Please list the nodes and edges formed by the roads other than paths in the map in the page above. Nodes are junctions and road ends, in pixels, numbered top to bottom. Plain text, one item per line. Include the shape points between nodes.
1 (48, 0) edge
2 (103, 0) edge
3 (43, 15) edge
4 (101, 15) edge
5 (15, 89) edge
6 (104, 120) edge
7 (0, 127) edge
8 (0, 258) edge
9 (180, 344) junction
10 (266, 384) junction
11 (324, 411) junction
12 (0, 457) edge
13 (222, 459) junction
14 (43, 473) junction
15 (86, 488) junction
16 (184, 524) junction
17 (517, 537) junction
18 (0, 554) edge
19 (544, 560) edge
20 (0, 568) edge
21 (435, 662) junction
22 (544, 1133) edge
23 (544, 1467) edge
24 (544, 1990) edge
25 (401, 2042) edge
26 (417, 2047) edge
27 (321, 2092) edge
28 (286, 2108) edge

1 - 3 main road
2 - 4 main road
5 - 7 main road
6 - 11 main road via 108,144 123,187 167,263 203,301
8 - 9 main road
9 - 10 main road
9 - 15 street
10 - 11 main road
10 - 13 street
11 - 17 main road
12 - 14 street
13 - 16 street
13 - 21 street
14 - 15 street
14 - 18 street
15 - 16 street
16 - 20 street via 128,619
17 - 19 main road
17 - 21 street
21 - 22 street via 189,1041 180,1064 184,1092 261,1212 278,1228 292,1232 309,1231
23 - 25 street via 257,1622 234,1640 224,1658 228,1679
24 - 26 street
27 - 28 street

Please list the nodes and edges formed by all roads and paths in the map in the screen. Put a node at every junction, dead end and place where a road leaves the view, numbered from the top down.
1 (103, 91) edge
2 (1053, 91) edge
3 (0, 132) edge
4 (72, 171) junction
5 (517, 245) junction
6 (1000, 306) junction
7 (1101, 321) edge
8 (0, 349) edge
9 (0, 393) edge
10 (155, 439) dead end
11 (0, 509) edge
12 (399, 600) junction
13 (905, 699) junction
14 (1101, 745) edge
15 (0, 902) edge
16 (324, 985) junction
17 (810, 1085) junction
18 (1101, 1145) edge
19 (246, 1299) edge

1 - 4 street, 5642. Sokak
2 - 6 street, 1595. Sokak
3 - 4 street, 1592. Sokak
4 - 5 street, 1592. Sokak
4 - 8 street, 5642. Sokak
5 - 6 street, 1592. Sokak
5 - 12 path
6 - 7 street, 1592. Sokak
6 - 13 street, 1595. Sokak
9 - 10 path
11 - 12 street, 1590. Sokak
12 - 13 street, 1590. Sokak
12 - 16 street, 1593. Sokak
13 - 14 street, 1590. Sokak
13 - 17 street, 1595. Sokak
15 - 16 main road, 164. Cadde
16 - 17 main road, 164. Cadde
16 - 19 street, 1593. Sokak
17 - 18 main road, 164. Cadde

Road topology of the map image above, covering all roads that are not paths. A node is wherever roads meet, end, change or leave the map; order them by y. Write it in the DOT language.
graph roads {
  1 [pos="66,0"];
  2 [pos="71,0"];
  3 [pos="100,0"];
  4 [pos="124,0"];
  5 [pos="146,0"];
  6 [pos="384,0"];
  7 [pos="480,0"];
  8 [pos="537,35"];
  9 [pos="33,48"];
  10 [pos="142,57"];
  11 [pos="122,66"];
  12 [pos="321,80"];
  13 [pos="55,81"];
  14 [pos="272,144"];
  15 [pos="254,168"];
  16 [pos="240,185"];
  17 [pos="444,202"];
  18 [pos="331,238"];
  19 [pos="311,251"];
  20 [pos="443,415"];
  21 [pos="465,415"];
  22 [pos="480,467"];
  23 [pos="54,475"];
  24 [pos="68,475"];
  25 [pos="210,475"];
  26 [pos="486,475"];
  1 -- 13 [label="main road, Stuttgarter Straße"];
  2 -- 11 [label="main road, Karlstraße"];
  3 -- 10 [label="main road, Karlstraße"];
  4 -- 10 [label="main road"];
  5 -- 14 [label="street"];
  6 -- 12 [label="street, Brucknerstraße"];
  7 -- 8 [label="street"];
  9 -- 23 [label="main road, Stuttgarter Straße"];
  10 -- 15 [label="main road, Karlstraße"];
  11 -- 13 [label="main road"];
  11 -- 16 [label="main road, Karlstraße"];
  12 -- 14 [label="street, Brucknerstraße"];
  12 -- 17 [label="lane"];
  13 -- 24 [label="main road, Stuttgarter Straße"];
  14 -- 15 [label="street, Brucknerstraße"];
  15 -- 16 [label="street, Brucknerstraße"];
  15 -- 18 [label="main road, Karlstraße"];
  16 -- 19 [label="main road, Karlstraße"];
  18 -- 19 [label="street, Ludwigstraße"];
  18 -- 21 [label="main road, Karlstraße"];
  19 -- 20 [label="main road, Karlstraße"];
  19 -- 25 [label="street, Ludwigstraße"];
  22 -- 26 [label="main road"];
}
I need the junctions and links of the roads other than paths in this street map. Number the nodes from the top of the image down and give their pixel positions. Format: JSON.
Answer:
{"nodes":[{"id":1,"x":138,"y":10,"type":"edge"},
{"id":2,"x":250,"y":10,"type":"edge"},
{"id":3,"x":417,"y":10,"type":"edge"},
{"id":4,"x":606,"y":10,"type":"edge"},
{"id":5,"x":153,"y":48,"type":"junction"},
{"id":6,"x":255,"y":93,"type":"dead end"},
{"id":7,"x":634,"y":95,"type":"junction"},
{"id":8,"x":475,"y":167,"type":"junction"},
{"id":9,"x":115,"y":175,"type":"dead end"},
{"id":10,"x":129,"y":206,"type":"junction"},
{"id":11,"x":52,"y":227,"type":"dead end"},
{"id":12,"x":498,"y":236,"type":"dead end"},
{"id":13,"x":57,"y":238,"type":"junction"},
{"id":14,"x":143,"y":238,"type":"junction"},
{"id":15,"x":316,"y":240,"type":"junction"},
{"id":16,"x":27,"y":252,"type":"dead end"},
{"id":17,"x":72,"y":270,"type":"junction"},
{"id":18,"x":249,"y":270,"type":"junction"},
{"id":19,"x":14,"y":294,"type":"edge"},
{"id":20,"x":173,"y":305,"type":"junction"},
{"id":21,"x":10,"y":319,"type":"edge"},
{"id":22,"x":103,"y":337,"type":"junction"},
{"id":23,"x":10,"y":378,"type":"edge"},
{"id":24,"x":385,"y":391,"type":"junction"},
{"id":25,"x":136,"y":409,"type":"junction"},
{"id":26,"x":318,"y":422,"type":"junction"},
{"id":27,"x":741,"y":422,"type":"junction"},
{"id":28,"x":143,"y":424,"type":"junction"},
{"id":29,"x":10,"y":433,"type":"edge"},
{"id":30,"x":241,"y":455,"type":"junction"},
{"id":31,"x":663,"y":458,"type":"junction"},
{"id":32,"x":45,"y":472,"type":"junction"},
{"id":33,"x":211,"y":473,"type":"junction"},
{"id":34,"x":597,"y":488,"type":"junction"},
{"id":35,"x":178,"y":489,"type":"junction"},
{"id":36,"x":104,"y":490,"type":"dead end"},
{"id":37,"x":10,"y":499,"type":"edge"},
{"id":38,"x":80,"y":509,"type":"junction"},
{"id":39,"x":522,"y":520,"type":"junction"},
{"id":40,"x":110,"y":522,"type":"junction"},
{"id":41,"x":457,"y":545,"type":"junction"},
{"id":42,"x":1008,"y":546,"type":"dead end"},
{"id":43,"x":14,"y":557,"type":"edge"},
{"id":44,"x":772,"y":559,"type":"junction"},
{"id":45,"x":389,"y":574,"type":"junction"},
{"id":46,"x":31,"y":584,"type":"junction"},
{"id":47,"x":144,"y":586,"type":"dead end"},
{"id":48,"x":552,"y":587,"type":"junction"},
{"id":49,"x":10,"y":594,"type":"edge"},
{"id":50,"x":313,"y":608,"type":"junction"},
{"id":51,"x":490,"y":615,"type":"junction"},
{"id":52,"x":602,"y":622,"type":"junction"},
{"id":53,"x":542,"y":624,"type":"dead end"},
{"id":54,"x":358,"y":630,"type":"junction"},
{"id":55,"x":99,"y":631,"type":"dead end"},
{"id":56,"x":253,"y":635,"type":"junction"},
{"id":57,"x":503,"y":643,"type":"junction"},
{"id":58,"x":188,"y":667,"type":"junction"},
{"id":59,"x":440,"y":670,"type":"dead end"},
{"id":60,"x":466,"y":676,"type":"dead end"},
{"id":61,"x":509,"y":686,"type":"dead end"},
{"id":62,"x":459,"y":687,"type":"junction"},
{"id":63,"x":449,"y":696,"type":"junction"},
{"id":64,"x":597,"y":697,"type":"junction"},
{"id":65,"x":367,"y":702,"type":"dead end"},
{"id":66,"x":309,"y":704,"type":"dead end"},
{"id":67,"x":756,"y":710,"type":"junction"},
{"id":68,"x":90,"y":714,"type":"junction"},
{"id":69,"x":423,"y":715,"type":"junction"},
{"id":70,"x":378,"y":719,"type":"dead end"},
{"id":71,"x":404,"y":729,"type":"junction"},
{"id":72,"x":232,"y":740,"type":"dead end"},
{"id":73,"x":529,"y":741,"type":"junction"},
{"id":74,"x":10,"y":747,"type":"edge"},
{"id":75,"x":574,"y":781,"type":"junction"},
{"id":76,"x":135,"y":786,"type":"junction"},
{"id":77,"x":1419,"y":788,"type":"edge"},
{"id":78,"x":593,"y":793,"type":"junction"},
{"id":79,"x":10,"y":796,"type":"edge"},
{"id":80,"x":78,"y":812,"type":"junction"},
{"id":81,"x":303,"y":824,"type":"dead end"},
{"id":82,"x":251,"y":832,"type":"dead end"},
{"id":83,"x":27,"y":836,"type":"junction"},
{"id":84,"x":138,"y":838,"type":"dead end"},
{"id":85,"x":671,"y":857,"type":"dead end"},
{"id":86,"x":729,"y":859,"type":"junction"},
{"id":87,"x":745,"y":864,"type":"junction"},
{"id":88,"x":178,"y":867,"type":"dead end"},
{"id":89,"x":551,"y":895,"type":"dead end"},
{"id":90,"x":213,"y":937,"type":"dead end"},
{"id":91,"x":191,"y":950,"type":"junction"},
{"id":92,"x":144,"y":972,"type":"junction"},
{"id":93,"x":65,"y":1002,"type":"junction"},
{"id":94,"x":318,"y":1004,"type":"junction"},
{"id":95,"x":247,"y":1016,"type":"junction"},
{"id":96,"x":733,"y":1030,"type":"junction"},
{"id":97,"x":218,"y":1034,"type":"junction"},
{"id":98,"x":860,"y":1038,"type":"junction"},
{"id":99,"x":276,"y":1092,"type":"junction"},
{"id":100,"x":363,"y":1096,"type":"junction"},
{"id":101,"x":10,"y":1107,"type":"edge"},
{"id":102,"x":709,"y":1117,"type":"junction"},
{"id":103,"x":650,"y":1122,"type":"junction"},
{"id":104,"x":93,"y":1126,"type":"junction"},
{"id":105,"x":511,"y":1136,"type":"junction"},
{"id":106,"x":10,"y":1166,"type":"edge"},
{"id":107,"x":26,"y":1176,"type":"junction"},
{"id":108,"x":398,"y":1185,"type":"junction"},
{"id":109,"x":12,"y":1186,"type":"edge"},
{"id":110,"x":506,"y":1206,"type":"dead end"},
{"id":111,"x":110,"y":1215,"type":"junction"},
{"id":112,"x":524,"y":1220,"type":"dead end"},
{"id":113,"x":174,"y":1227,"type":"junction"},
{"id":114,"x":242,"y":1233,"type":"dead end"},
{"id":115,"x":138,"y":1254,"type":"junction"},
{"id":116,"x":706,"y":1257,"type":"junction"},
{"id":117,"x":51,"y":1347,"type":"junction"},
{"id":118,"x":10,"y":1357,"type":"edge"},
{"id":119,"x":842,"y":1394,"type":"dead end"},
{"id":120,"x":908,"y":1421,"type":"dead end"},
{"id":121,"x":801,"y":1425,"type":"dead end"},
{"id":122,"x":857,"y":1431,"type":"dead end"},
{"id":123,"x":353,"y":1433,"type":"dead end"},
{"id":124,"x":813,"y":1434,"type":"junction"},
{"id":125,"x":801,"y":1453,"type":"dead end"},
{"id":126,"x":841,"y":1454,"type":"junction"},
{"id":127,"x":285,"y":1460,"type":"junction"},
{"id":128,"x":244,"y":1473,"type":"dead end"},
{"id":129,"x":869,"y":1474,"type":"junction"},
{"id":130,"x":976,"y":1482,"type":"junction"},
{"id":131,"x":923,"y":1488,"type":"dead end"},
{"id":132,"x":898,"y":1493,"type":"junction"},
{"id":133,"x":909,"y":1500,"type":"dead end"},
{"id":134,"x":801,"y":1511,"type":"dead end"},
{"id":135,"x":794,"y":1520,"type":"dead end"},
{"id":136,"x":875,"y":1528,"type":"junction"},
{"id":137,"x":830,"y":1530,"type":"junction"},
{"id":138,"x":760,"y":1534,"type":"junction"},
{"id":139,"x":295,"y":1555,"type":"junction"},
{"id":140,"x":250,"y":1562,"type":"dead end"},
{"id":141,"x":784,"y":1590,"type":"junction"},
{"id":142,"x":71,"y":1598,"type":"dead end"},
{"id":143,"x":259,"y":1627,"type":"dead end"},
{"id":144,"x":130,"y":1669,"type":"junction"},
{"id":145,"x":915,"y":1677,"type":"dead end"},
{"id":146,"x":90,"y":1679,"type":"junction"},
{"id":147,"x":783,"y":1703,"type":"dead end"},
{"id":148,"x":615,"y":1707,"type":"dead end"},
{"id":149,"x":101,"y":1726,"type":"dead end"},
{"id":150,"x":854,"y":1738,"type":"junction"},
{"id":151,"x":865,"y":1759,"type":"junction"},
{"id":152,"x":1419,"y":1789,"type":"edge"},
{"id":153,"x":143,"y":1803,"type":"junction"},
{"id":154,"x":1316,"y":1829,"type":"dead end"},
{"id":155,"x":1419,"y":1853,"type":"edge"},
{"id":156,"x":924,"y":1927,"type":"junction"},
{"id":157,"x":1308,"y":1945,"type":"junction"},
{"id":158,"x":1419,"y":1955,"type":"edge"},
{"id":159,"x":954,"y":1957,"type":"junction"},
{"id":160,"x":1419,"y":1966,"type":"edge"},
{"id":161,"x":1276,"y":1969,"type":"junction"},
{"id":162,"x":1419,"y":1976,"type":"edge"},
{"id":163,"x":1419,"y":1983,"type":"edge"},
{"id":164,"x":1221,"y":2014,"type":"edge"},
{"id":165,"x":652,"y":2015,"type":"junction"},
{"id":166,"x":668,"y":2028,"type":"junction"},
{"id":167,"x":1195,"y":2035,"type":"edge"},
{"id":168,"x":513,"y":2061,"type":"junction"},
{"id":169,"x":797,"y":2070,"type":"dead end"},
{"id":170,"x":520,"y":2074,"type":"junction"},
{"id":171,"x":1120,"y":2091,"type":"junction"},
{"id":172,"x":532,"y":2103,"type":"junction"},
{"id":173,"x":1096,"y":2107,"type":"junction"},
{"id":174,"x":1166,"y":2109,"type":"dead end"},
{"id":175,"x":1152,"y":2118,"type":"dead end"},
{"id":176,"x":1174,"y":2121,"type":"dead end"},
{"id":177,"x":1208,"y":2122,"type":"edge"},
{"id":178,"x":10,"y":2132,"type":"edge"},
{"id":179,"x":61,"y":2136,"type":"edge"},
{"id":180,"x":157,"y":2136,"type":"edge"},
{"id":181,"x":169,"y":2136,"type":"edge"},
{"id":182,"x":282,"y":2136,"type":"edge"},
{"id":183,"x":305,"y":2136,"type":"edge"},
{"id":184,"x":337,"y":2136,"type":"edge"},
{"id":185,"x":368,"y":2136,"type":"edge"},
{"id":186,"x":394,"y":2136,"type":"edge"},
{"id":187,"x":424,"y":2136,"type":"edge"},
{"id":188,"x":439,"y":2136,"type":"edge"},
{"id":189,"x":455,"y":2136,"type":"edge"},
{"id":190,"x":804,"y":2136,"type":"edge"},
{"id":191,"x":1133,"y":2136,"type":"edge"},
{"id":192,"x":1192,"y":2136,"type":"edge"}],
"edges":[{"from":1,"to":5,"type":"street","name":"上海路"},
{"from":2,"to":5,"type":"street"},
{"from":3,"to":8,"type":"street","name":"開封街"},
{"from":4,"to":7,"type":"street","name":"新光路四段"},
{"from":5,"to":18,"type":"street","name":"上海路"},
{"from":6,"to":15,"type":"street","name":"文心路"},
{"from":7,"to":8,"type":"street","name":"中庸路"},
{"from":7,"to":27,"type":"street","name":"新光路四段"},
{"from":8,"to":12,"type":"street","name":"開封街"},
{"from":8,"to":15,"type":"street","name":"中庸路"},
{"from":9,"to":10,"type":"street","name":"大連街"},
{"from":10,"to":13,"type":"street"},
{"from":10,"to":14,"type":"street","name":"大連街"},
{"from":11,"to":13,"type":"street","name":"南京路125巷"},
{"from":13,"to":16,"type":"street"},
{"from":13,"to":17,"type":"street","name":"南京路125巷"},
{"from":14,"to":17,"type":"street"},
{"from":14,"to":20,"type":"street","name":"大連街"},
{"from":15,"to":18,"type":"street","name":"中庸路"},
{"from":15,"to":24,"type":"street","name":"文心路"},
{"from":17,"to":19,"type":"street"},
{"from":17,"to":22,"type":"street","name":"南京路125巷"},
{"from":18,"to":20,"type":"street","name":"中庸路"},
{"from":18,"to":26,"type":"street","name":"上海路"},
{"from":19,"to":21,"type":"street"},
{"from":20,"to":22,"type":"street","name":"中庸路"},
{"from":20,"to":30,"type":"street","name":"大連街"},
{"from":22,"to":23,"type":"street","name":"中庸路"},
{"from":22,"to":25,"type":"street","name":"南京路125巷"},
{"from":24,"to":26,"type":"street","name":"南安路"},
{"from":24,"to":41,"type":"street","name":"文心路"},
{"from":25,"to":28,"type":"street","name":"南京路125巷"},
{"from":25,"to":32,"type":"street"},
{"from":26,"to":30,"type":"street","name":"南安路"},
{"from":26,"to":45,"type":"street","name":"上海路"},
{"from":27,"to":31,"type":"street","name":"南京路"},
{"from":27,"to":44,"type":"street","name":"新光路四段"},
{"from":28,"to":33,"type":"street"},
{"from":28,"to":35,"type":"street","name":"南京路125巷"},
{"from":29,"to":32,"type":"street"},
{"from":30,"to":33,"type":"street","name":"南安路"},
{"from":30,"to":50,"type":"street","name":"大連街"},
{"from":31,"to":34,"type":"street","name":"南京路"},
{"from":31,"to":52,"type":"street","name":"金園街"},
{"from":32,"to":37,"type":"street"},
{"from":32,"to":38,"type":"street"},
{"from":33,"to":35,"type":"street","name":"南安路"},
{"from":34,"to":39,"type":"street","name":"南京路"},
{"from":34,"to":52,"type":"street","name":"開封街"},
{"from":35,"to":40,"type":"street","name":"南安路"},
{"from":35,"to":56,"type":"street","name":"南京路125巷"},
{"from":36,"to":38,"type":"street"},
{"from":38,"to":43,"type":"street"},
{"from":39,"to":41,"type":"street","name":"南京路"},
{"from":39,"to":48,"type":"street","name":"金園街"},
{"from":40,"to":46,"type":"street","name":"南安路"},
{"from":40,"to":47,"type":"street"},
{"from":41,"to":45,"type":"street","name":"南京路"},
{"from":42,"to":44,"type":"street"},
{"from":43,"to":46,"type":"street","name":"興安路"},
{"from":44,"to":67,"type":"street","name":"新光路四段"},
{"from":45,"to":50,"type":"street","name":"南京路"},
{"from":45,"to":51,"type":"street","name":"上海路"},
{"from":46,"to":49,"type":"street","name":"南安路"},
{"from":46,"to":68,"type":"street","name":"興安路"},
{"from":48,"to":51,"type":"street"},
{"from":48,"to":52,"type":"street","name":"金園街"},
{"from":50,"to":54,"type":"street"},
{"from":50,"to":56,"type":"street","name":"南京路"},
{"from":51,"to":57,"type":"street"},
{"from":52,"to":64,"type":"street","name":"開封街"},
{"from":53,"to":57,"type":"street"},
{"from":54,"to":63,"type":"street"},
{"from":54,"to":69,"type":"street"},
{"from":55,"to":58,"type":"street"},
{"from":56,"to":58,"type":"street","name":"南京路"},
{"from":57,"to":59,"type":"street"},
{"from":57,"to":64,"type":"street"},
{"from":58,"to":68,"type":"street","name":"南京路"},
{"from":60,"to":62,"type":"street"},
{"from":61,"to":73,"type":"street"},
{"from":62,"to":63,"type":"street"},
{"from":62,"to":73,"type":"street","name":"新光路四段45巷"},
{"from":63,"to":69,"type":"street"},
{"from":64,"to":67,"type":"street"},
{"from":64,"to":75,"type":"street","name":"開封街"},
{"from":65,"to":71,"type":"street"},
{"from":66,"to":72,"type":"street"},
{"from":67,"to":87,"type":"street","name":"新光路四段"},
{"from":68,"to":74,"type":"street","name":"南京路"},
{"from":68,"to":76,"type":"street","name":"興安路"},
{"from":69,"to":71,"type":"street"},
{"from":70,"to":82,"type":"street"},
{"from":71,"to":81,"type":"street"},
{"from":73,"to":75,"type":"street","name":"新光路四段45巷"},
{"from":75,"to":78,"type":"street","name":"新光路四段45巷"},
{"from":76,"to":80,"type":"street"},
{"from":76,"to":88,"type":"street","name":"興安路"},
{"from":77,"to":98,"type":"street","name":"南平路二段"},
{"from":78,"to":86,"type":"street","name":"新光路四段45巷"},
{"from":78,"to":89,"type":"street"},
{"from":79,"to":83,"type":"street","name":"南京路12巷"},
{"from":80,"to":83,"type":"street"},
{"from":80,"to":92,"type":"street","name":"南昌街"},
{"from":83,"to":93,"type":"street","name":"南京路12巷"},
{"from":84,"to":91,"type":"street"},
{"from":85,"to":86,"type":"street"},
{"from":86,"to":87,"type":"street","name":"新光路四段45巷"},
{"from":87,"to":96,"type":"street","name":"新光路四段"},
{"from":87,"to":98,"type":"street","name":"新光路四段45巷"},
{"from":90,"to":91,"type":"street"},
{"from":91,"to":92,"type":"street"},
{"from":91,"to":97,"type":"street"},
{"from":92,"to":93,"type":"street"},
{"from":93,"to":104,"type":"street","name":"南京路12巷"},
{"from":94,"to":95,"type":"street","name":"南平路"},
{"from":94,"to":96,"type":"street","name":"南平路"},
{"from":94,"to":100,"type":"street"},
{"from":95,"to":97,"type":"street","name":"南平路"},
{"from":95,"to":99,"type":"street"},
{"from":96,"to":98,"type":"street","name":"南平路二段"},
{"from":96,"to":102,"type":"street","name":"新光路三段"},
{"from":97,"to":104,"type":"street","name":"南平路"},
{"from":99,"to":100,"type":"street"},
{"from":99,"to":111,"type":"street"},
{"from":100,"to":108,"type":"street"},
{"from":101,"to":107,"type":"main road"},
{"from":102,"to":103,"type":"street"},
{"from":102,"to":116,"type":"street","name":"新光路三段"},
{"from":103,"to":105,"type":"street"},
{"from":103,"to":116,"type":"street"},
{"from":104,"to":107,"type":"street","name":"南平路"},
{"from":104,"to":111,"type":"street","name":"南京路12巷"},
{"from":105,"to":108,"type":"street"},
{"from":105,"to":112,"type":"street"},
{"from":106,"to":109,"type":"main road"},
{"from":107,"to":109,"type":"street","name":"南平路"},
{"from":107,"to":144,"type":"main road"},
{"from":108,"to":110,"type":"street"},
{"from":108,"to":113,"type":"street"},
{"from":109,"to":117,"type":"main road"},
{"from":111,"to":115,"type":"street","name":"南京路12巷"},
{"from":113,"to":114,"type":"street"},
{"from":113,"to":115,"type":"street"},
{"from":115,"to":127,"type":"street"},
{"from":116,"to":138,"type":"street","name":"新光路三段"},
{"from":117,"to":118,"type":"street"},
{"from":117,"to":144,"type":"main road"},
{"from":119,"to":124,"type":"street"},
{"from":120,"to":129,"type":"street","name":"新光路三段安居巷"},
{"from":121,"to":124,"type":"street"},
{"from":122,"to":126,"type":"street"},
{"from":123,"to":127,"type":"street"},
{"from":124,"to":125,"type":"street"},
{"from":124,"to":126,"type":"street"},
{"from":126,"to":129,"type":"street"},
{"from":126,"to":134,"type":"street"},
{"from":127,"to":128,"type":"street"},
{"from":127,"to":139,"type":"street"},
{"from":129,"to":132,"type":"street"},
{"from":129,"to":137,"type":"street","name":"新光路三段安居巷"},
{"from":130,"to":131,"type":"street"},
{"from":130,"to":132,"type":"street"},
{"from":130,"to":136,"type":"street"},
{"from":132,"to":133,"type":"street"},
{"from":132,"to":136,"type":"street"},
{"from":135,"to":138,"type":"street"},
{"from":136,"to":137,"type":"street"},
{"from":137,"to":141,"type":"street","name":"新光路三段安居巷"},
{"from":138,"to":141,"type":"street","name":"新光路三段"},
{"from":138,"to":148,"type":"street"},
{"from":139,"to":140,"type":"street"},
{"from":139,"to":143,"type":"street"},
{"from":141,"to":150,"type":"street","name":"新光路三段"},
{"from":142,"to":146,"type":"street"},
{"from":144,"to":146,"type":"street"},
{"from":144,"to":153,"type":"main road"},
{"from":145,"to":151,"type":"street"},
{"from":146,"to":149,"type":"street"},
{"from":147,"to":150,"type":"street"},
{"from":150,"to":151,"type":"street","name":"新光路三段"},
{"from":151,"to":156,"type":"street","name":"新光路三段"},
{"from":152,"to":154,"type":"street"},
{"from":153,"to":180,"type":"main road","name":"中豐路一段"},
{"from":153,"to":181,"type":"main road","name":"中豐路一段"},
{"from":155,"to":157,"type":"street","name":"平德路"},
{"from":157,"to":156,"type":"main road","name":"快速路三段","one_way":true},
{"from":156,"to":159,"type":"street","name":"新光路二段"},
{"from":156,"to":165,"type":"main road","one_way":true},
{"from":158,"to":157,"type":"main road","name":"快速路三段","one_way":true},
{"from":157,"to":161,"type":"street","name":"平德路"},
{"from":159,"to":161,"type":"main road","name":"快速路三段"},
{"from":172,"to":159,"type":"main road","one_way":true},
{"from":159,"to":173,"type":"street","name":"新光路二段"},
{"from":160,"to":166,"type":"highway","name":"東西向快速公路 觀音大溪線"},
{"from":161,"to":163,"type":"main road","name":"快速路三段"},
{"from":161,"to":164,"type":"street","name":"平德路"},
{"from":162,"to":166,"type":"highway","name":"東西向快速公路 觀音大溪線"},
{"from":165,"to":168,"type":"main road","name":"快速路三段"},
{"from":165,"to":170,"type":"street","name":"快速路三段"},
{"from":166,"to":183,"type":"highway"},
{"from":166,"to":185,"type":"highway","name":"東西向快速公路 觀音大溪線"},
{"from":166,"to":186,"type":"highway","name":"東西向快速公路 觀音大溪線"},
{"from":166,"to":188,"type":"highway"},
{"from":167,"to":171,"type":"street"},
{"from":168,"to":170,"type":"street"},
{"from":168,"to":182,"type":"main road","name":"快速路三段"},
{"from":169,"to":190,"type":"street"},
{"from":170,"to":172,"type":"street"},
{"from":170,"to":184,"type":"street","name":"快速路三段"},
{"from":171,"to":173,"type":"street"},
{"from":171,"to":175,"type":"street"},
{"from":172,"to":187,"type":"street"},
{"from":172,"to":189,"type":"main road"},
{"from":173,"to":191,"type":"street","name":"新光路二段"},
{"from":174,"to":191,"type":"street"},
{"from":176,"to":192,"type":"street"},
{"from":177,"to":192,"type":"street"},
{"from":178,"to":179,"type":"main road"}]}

◆ **What you have to do**: Within the entries, how many lines contain the word "above"? Answer with a number alone.

◆ **Finished exercise**: 2